Esas curiosas coincidencias alcanzaron su expresión más
escandalosa la noche del 26 de septiembre de 2014 en Iguala, cuando seis
personas fueron perseguidas y atacadas durante horas, seis de ellas
asesinadas y otras 43 desaparecidas, todo en las narices –el nombre
oficial es C-4– de las policías estatal y Federal, el Ejército, la
Procuraduría General de la República, el Centro de Investigación y
Seguridad Nacional y no sé cuántas más instituciones de discurso
solemne. Tras una quincena de catatonia, cuando ya familiares de los
muchachos de Ayotzinapa y de otros desaparecidos habían descubierto que
hay restos humanos enterrados a la mala en medio estado de Guerrero,
esas dependencias se vieron obligadas a intervenir. De pronto, los
ciudadanos que fueron a parar a tales pudrideros, porque el Estado los
había dejado indefensos, recibieron una inopinada atención oficial en
forma de cintas amarillas o rojas para delimitar el área y policías y
militares armados hasta los dientes que resultaban grotescamente
innecesarios a meses o años de cometidos los crímenes respectivos.
Después de unas semanas la PGR trasladó sus aspavientos al basurero de
Cocula –un sitio que según las pruebas recabadas ha sido empleado de
tiempo atrás para incineraciones clandestinas sin que ninguna autoridad
moviera un dedo– y en menos de nueve días ya tenía armado un guión
escalofriante sobre el supuesto fin de los 43 desaparecidos de
Ayotzinapa. Como en otros sitios del país, la autoridad reclamaba los
restos como de su propiedad, y en las diligencias respectivas marginó
–ahora lo sabemos en forma inequívoca– al equipo del EAAF que
participaba en la investigación por demanda de los familiares de los
muchachos. Los videos, las declaraciones y los informes de las torturas
realizadas para convertir a albañiles inocentes en pavorosos sicarios de
Guerreros unidos hacen pensar que el único fragmento que ha
sido positivamente identificado como perteneciente a uno de los 43 fue
en realidad sembrado en el lugar por la gente de Tomás Zerón de Lucio.

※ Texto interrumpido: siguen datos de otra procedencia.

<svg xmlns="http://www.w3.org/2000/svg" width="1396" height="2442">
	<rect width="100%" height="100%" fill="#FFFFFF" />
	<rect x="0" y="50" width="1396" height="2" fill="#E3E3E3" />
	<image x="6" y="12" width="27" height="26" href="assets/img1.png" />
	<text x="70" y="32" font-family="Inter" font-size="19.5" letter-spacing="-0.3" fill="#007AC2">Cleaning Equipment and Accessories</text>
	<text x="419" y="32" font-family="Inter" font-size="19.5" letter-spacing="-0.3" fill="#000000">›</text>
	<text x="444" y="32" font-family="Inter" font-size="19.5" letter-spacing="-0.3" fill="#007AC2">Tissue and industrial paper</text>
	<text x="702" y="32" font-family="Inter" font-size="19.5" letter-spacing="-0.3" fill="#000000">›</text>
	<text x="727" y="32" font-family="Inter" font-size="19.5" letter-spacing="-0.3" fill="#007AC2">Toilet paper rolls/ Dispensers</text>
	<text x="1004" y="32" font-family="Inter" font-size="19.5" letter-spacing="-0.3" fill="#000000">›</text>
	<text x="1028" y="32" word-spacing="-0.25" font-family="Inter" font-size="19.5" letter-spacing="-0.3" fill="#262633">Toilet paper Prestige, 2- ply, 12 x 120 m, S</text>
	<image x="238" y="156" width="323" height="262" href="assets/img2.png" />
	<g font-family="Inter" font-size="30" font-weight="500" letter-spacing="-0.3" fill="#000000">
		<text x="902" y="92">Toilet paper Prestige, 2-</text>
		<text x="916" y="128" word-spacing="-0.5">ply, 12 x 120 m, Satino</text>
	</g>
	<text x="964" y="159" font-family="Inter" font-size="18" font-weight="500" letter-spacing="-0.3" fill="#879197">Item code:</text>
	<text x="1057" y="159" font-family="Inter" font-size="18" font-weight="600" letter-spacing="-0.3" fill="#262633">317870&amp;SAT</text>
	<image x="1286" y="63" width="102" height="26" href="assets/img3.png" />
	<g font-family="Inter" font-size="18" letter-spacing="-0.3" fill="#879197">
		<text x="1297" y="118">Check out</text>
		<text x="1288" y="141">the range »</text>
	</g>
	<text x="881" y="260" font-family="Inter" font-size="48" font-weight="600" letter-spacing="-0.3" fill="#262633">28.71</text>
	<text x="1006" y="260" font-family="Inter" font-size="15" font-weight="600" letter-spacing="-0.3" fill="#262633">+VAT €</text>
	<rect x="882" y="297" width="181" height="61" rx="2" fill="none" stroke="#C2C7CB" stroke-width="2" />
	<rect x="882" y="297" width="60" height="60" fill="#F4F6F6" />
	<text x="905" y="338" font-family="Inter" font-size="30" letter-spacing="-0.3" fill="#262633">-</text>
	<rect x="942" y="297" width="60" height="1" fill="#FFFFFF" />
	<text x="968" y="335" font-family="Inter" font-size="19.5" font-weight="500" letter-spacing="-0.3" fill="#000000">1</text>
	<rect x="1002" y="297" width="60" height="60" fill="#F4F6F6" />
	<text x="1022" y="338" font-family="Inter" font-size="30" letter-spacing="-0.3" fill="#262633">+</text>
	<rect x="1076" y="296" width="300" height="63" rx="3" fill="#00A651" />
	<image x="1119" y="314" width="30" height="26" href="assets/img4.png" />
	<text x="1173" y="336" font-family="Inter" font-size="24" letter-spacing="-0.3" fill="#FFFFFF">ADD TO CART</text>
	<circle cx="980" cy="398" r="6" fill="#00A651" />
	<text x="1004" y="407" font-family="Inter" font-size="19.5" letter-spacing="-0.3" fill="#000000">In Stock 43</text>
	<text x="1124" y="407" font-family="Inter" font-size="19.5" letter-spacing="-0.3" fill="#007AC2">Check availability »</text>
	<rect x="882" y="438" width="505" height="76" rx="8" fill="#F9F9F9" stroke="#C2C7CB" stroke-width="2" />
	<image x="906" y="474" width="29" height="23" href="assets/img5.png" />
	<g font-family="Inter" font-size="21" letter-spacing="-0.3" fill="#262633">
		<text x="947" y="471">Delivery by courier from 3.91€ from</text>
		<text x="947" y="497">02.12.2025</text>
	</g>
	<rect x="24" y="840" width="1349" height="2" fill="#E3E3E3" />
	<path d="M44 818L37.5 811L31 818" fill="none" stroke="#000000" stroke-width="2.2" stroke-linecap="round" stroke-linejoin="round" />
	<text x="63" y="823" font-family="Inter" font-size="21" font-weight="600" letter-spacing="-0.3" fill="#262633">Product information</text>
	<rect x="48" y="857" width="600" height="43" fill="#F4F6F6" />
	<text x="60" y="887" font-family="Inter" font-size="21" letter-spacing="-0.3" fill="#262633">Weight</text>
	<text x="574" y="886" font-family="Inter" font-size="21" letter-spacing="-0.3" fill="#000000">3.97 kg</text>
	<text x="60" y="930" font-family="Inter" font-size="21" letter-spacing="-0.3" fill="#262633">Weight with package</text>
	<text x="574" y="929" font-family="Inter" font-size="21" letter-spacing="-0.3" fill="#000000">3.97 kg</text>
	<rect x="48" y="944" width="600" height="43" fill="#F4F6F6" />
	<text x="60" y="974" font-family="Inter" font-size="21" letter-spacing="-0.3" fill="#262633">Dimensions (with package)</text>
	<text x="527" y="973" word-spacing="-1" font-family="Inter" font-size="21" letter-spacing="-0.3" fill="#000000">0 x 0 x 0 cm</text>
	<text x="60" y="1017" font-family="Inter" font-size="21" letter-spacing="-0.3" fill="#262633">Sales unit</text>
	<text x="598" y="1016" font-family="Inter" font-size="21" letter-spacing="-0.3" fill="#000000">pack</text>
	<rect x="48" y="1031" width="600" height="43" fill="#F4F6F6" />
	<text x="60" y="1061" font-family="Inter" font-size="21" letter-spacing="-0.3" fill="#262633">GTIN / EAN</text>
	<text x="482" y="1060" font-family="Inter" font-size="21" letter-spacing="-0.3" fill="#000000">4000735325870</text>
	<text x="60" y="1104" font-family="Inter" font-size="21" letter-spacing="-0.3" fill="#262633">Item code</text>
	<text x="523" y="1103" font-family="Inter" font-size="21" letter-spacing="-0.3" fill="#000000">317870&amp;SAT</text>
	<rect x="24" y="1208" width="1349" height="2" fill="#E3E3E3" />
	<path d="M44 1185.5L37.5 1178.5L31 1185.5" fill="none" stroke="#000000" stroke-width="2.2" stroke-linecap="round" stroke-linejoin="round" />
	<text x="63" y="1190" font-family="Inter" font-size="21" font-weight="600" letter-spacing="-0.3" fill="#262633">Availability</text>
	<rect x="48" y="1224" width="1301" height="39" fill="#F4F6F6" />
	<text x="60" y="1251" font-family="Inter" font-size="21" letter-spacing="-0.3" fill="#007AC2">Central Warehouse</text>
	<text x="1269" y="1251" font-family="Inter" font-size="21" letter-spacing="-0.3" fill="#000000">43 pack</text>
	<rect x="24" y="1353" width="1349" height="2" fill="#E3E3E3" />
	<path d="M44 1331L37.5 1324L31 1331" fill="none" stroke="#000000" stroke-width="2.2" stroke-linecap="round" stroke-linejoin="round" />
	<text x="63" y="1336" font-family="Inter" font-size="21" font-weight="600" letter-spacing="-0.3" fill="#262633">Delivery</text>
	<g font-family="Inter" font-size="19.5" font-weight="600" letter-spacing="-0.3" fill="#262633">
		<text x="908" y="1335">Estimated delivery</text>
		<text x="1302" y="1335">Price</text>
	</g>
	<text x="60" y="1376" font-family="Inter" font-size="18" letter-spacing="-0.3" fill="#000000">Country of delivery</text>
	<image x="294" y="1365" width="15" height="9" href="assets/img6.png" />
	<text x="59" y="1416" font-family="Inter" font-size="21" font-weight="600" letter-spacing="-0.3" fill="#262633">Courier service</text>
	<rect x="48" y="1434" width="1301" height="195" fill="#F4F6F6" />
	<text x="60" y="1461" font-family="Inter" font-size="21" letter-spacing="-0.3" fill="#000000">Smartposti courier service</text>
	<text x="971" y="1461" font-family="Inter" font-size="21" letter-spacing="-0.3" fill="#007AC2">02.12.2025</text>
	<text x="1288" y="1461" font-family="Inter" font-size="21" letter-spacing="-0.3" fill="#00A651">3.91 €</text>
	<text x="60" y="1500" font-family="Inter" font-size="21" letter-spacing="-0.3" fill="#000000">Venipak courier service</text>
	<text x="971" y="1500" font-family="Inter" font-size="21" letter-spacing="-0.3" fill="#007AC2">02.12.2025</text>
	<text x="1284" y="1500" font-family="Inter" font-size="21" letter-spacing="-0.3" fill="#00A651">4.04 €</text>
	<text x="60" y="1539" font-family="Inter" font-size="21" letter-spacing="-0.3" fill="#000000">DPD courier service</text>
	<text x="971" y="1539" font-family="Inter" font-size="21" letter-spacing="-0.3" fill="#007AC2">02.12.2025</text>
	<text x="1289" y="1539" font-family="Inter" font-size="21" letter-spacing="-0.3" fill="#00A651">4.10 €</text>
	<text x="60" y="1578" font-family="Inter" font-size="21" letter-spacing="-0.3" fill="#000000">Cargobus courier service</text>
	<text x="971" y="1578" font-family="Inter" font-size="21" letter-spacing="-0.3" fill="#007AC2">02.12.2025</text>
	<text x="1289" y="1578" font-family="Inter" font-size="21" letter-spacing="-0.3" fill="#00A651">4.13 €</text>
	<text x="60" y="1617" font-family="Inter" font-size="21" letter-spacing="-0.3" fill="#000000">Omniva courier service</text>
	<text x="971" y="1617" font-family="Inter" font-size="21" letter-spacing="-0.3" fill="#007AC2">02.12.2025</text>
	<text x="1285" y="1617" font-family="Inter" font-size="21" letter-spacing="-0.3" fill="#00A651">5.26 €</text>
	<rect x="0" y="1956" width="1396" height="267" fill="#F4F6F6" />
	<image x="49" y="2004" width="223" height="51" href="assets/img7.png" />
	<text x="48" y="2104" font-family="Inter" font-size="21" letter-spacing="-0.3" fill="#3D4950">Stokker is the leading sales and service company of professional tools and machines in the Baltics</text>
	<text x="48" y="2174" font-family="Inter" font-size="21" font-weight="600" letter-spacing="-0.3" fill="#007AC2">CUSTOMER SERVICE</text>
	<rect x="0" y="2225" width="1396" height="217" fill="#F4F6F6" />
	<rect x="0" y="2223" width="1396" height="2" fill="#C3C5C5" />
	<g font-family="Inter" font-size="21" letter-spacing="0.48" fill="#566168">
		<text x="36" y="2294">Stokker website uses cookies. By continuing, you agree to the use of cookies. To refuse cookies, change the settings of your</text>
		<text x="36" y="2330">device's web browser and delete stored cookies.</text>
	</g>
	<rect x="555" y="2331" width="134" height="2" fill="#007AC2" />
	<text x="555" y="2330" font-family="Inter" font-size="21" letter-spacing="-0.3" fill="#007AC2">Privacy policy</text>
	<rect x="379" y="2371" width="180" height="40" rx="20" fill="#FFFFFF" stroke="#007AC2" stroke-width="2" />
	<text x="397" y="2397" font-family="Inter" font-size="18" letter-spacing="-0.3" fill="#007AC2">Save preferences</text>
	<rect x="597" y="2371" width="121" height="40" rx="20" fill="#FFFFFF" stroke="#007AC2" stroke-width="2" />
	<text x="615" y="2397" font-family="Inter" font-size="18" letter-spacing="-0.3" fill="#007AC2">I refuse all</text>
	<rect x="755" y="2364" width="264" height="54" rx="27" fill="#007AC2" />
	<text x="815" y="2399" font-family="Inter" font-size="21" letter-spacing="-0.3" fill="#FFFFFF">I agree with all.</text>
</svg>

Y todo, ¿para qué? ¿Por qué la obsesión de los gobernantes en
expropiar cuerpos muertos o pedazos de hueso calcinado? ¿Qué caso tiene
la aparatosa protección policial a lo que queda de los muertos cuando no
se brindó la menor protección a los vivos?
Porque los muertos hablan. A pesar de su silencio obligado, de su
extremo deterioro, de la dispersión de sus miembros y moléculas, con
mayor frecuencia de lo que se piensa son capaces de contar la verdad de
su muerte y de señalar a sus asesinos. Lo han dicho los restos
documentadamente hallados en Cocula:
no pertenecemos a ninguno de los 43. Lo sugiere el único fragmento de hueso identificado:
a mí me trajeron de otro lado y me sembraron aquí. Lo ha dicho algún cadáver de los de Tetelcingo:
me torturaron y me dieron el tiro de gracia, pero nadie ha investigado.
Y todo indica que en estos 10 años diversos poderes públicos del país
no sólo han sido testigos ineptos de la matanza, sino también, en no
pocos casos, participantes activos. Tal vez de allí venga ese afán de
los listones amarillos, los guardias artillados y blindados, la
expropiación de los muertos. Hay que callarlos cueste lo que cueste.